Whether it was winning league championships, landing back-to-back European Cups or riding the tidal wave of booze that washed him out of the game in 1993, there has never been any question of Brian Clough "quietly" getting on with things--and retirement hasn't changed that, as his boisterous new autobiography Cloughie--Walking on Water
The man who in the twilight of his successful and controversial managerial career habitually proffered a paternal cheek for embarrassed reporters to kiss goodbye, has clearly lost none of his distaste for any convention he hasn't started himself, or his delight in causing a stir. The book is crammed with frank opinions, fruitily expressed: from analysing today's game (Arsene Wenger's all-conquering Arsenal: "a bad-tempered, bad-mannered team" that "leave a nasty taste"); pithily settling ancient scores (on how he became Hartlepool manager: "Their chairman, a little bloke called Ernie Ord who turned out to be an absolute shit, offered me the job."); or taking the "broad view" of the game in general (coaches stepping up to be managers: "by and large these are men who tend to drown in their own self-delusion").

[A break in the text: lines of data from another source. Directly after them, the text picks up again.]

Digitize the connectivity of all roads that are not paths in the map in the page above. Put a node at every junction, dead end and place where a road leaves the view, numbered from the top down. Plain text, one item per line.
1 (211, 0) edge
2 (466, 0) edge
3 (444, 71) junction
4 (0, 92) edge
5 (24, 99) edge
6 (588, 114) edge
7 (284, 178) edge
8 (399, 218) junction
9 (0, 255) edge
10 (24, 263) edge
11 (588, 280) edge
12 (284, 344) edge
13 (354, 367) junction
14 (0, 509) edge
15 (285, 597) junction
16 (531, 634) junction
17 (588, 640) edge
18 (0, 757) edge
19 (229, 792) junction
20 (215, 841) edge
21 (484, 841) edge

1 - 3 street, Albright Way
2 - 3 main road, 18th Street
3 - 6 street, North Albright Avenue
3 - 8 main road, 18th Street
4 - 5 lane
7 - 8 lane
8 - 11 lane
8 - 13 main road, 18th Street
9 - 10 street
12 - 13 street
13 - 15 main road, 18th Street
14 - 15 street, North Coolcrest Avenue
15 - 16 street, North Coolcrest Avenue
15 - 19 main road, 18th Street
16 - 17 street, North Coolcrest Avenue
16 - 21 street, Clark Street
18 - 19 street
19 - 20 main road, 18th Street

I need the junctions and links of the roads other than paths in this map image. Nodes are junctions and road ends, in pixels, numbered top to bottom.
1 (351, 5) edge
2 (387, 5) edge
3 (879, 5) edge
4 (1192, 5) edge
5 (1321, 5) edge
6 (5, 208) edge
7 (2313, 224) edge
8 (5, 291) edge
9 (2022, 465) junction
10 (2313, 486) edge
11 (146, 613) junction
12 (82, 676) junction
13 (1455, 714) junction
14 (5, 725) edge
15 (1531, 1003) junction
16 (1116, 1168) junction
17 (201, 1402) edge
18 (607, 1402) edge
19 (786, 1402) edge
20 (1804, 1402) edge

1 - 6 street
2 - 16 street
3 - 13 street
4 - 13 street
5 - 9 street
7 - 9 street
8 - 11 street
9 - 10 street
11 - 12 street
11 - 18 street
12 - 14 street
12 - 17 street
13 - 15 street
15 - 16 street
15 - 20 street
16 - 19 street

Certainly, much of the history in this book got pretty solid coverage in his original autobiography nearly 10 years previously, but an older, wiser Cloughie has had time to consider matters. On the whole he's still sure he was right all along, but now there are counter-melodies to the familiar trumpeting. Some bitterness, some regret, too, at cruelties he perpetrated, or allowed to stand; at his swan-song season, when, grip loosened by drink, he let his beloved Forest slip out of the Premiership; and mostly that he never orchestrated a reconciliation with deceased sidekick Peter Taylor, after a petty dispute had poisoned the most important relationship of his football life.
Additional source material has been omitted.